Saved entries
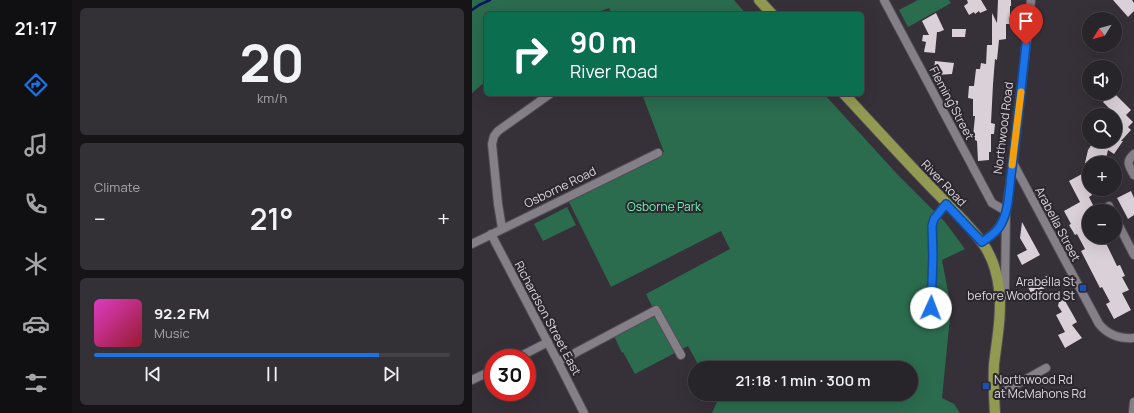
<!DOCTYPE html>
<meta charset="utf-8">
<style>
:root{--surface:#28252a;--page:#343136;--text:#f1f3f6;--muted:#a5a5a8;--line:#444247;--accent:#1a73e8}
body{margin:0;font-family:Manrope,sans-serif;background:var(--page);color:var(--text);height:100vh;display:flex;flex-direction:column;font-size:15px;white-space:nowrap}
*{box-sizing:border-box;margin:0}
p{font-size:13px;color:var(--muted)}
.icon{flex:none;width:22px;height:22px;fill:none;stroke:currentColor;stroke-width:2;stroke-linecap:round;stroke-linejoin:round}
.map{position:relative;flex:1;overflow:hidden}
.side{display:flex;flex-direction:column;gap:8px;padding:8px;background:#161417;width:400px}
.side>*{flex:none}
.hud{position:absolute;left:12px;top:12px;width:380px;height:84px;border-radius:6px;box-shadow:0 4px 16px #0002,0 0 0 1px var(--line);background:#0b6e4f;color:#fff;overflow:hidden}
.needle{width:26px;rotate:233deg}
.controls{position:absolute;left:610px;top:12px;display:grid;gap:8px}
.controls a{display:grid;place-items:center;width:40px;height:40px;border-radius:50%;background:var(--surface);box-shadow:0 4px 16px #0002,0 0 0 1px var(--line);font-size:20px}
.speed{position:absolute;left:12px;top:349px;display:flex;gap:8px;font-size:20px;font-weight:700;text-align:center}
.speed>*{display:grid;place-content:center;width:52px;height:52px;border-radius:50%;background:var(--surface);box-shadow:0 4px 16px #0002,0 0 0 1px var(--line);line-height:1}
.speed .limit{border:6px solid #d22;background:#fff;color:#111}
.pin{position:absolute;display:grid;place-items:center;width:34px;height:34px;color:#fff;margin:-41px -17px;border-radius:50% 50% 50% 0;rotate:-45deg;box-shadow:0 0 4px #0007}
.pin .icon{rotate:45deg}
.me{position:absolute;width:44px;margin:-22px;rotate:2deg;stroke-linejoin:round;filter:drop-shadow(0 0 3px #0008)}
.turn{display:flex;align-items:center;gap:14px;height:84px;padding:0 20px;font-size:18px}
.turn .icon{width:52px;height:52px;stroke-width:2.5}
.turn b{display:block;font-size:28px;line-height:34px}
.big{font-size:30px;font-weight:600;line-height:1.1}
.side .card{flex:1;display:flex;flex-direction:column;justify-content:center;gap:6px;min-width:0;padding:0 14px;border-radius:6px;background:var(--page)}
.side .dial{align-items:center;gap:0}
.dial b{font-size:52px;line-height:1}
.song{display:flex;align-items:center;gap:12px}
.cover{width:48px;height:48px;border-radius:6px;background:linear-gradient(135deg,hsl(310 70% 55%),hsl(350 70% 35%))}
.played{height:4px;border-radius:2px;background:linear-gradient(90deg,var(--accent) 80%,var(--line) 80%)}
.keys{display:flex;justify-content:space-around;direction:ltr}
.heat{display:flex;justify-content:space-between;align-items:center;font-size:22px;direction:ltr}
.trip{position:absolute;left:216px;top:361px;width:230px;height:40px;border-radius:20px;background:var(--surface);box-shadow:0 4px 16px #0002,0 0 0 1px var(--line);font-weight:600;line-height:40px;text-align:center}
main{display:flex;flex:1;min-height:0}
.menu{display:flex;flex-direction:column;width:72px;justify-content:space-around;align-items:center;background:#100f11;color:var(--muted)}
.menu .icon{width:28px;height:28px}
.menu .on{color:var(--accent)}
.menu b{font-size:18px;color:var(--text)}
.map>svg:first-child{display:block}
.green{fill:#2b6b4e}
.lines{fill:none;stroke-linecap:round;stroke-linejoin:round}
.stream{stroke:#001659;stroke-width:2.5}
.building{fill:#dad0d8}
.minor-casing{stroke:#524e55;stroke-width:10}
.major-casing{stroke:#524e55;stroke-width:12}
.minor{stroke:#857f88;stroke-width:8}
.major{stroke:#929a52;stroke-width:10}
.route-casing{stroke:#114b97;stroke-width:10}
.route{stroke:#1a73e8;stroke-width:7}
.slow{stroke:#f59e0b;stroke-width:7}
.transit-dot{fill:#1a4fb4;stroke:#2c272e;stroke-width:1.5}
.labels{text-anchor:middle;dominant-baseline:central;stroke-width:4;stroke-linejoin:round;paint-order:stroke}
.street-label{font-size:12px;fill:#dbd8dd;stroke:#2c272e}
.park-label{font-size:12px;fill:#69f7b7;stroke:#2c272e}
.poi-label{font-size:12px;fill:#dbd8dd;stroke:#2c272e;text-anchor:end}
</style>
<main>
<nav class="menu">
<b>21:17</b>
<svg class="icon on" aria-label="directions" viewBox="0 0 24 24"><path d="M12 3l9 9-9 9-9-9zM9 14v-3h6M13 9l2 2-2 2"/></svg>
<svg class="icon" aria-label="music" viewBox="0 0 24 24"><path d="M9 18V5l10-2v13"/><circle cx="6" cy="18" r="3"/><circle cx="16" cy="16" r="3"/></svg>
<svg class="icon" aria-label="phone" viewBox="0 0 24 24"><path d="M5 4h4l2 5-3 2q2 4 5 5l2-3 5 2v4C11 20 4 13 5 4z"/></svg>
<svg class="icon" aria-label="climate" viewBox="0 0 24 24"><path d="M12 3v18M4 7l16 10M4 17L20 7"/></svg>
<svg class="icon" aria-label="car" viewBox="0 0 24 24"><path d="M5 17H2v-5l4-1 3-4h7l3 4 3 1v5h-3M9 17h6M6 11h13"/><circle cx="7" cy="17" r="2"/><circle cx="17" cy="17" r="2"/></svg>
<svg class="icon" aria-label="filters" viewBox="0 0 24 24"><path d="M4 7h16M4 17h16"/><circle cx="9" cy="7" r="2"/><circle cx="15" cy="17" r="2"/></svg>
</nav>
<section class="side">
<div class="card dial"><b>20</b><p>km/h</p></div>
<div class="card"><p>Climate</p>
<div class="heat"><a>−</a><b class="big">21°</b><a>+</a></div>
</div>
<div class="card">
<div class="song"><i class="cover"></i><div><b>92.2 FM</b><p>Music</p></div></div>
<div class="played"></div>
<div class="keys"><svg class="icon" aria-label="previous" viewBox="0 0 24 24"><path d="M18 5L8 12l10 7zM5 5v14"/></svg><svg class="icon" aria-label="pause" viewBox="0 0 24 24"><path d="M8 5v14M16 5v14"/></svg><svg class="icon" aria-label="next" viewBox="0 0 24 24"><path d="M6 5l10 7-10 7zM19 5v14"/></svg></div>
</div>
</section>
<div class="map">
<svg width="662" height="413" viewBox="0 0 662 413">
<rect width="100%" height="100%" fill="#363138"/>
<g class="green">
<polygon points="0,0 262,0 274,14 140,14 137,8 121,14 14,14 14,81 0,93"/>
<polygon points="446,0 477,0 479,3 436,27 427,10"/>
<polygon points="170,94 352,94 426,175 473,222 493,249 470,260 479,307 470,398 482,404 488,413 240,413 245,402 241,394 439,394 439,368 228,368 216,346 163,374 151,352 150,353 142,336 181,308 174,294 258,249 249,231 139,287 97,202 192,152"/>
<polygon points="95,207 104,225 71,241 62,224"/>
</g>
<g class="lines">
<polyline class="stream" points="0,10 7,5 18,0"/>
</g>
<g class="building">
<polygon points="495,0 509,0 515,10 508,13 507,11 503,14 502,12 497,15 492,6 496,3"/>
<polygon points="526,0 539,0 539,6 538,6 538,24 534,24 534,39 527,40 525,60 523,59 521,84 519,123 523,124 522,134 519,134 519,152 517,152 517,160 506,161 505,141 503,140 503,137 501,137 503,116 501,116 501,99 496,98 497,86 502,86 504,69 508,69 509,63 514,64 515,45 520,45 520,13 525,23"/>
<polygon points="641,0 660,0 662,3 662,11 656,17"/>
<polygon points="464,13 472,30 467,32 465,32 463,53 452,52 454,42 450,41 451,35 457,35 450,21"/>
<polygon points="480,29 494,29 493,37 480,37"/>
<polygon points="463,61 482,63 480,74 465,75 465,70 462,70"/>
<polygon points="640,93 642,93 659,110 654,115 661,122 656,127 659,130 649,141 651,141 642,154 636,150 633,163 613,163 616,150 622,141 643,141 643,114 631,102"/>
<polygon points="474,100 486,101 485,109 478,108"/>
<polygon points="610,174 620,195 617,197 623,209 617,211 617,237 627,237 629,241 632,239 645,266 648,265 653,276 650,277 657,290 650,293 659,310 642,319 634,304 638,302 630,287 628,288 609,251 613,249 605,234 603,235 597,225 599,224 592,211 608,202 597,181"/>
<polygon points="659,191 662,198 662,215 656,219 645,198"/>
<polygon points="550,222 568,255 550,265 545,255 555,250 548,238"/>
<polygon points="577,275 582,283 560,295 555,285"/>
<polygon points="592,299 605,322 600,325 610,338 593,348 586,335 593,332 584,315 590,312 586,306 587,302"/>
</g>
<g class="lines">
<defs>
<g id="minor">
<polyline points="412,0 520,203 534,211"/>
<path d="M 662,154 C 653,162 657,166 662,175"/>
<path d="M 541,163 L 627,324 C 636,335 648,339 662,338"/>
<polyline points="637,206 639,211"/>
<polyline points="643,218 662,255"/>
<polyline points="30,228 26,204 20,144 22,136 26,131 78,94"/>
<polyline points="19,234 86,362 112,413"/>
<path d="M 510,242 C 520,235 527,230 532,218"/>
<polyline points="0,244 186,153"/>
<polyline points="529,300 533,288 534,211 541,163 559,0"/>
<polyline points="459,308 461,256 461,227 462,219 474,204"/>
<polyline points="45,358 76,342"/>
<polyline points="86,362 184,310 209,355"/>
<polyline points="0,380 21,370"/>
<polyline points="522,397 574,368"/>
<polyline points="661,413 662,402"/>
</g>
<g id="major">
<polyline points="287,0 300,14"/>
<path d="M 372,94 C 400,124 427,154 455,183 C 473,202 493,220 509,241 C 519,254 525,272 527,289 C 530,314 525,339 522,364 C 521,381 522,397 523,413"/>
</g>
</defs>
<use href="#minor" class="minor-casing"/>
<use href="#major" class="major-casing"/>
<use href="#minor" class="minor"/>
<use href="#major" class="major"/>
</g>
<g class="lines">
<defs>
<path id="route" d="M 459,308 L 461,256 L 460,226 L 462,219 L 474,204 L 510,242 C 517,237 524,233 528,226 C 537,211 537,192 539,175 C 545,132 549,88 554,45"/>
</defs>
<use href="#route" class="route-casing"/>
<use href="#route" class="route"/>
<polyline class="slow" points="540,165 549,92"/>
</g>
<g class="transit-dot">
<rect x="607" y="284" width="8" height="8" rx="2"/>
<rect x="510" y="382" width="8" height="8" rx="2"/>
</g>
<g class="labels">
<g class="street-label">
<text transform="translate(480 103) rotate(62)">Fleming Street</text>
<text transform="translate(531 128) rotate(-83)">Northwood Road</text>
<text transform="translate(472 183) rotate(46)">River Road</text>
<text transform="translate(88 187) rotate(-26)">Osborne Road</text>
<text transform="translate(586 224) rotate(62)">Arabella Street</text>
<text transform="translate(76 318) rotate(62)">Richardson Street East</text>
</g>
<g class="park-label">
<text x="192" y="206">Osborne Park</text>
</g>
<g class="poi-label">
<text x="603" y="281">Arabella St<tspan x="603" dy="14">before Woodford St</tspan></text>
<text x="522" y="379" text-anchor="start">Northwood Rd<tspan x="522" dy="14">at McMahons Rd</tspan></text>
</g>
</g>
</svg>
<div class="controls">
<a><svg class="needle" viewBox="-14 -14 28 28"><path d="M0-13l5 13h-10z" fill="#e53935"/><path d="M0 13l5-13h-10z" fill="#a5a5a8"/></svg></a>
<a><svg class="icon" aria-label="sound" viewBox="0 0 24 24"><path d="M4 9h4l5-4v14l-5-4H4zM17 9q2 3 0 6"/></svg></a>
<a><svg class="icon" aria-label="search" viewBox="0 0 24 24"><circle cx="10" cy="10" r="6"/><path d="M15 15l6 6"/></svg></a>
<a>+</a>
<a>−</a>
</div>
<div class="speed"><div class="limit">30</div></div>
<div class="pin" style="left:554px;top:45px;background:#d93025"><svg class="icon" aria-label="arrive" viewBox="0 0 24 24"><path d="M6 21V4h12l-3 4 3 4H6"/></svg></div>
<svg class="me" style="left:459px;top:308px" viewBox="-20 -20 40 40"><circle r="19" fill="#fff"/><path d="M0-13L10 11 0 6-10 11z" fill="#1a73e8"/></svg>
<div class="trip">21:18 · 1 min · 300 m</div>
<div class="hud">
<div class="turn"><svg class="icon" aria-label="right" viewBox="0 0 24 24"><path d="M7 20v-9h11M14 6l5 5-5 5"/></svg><div><b>90 m</b>River Road</div></div>
</div>
</div>
</main>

> **Work to be completed**:
Search the data for "margin" and list every line in which it occurs.

> **Written answer**:
body{margin:0;font-family:Manrope,sans-serif;background:var(--page);color:var(--text);height:100vh;display:flex;flex-direction:column;font-size:15px;white-space:nowrap}
*{box-sizing:border-box;margin:0}
.pin{position:absolute;display:grid;place-items:center;width:34px;height:34px;color:#fff;margin:-41px -17px;border-radius:50% 50% 50% 0;rotate:-45deg;box-shadow:0 0 4px #0007}
.me{position:absolute;width:44px;margin:-22px;rotate:2deg;stroke-linejoin:round;filter:drop-shadow(0 0 3px #0008)}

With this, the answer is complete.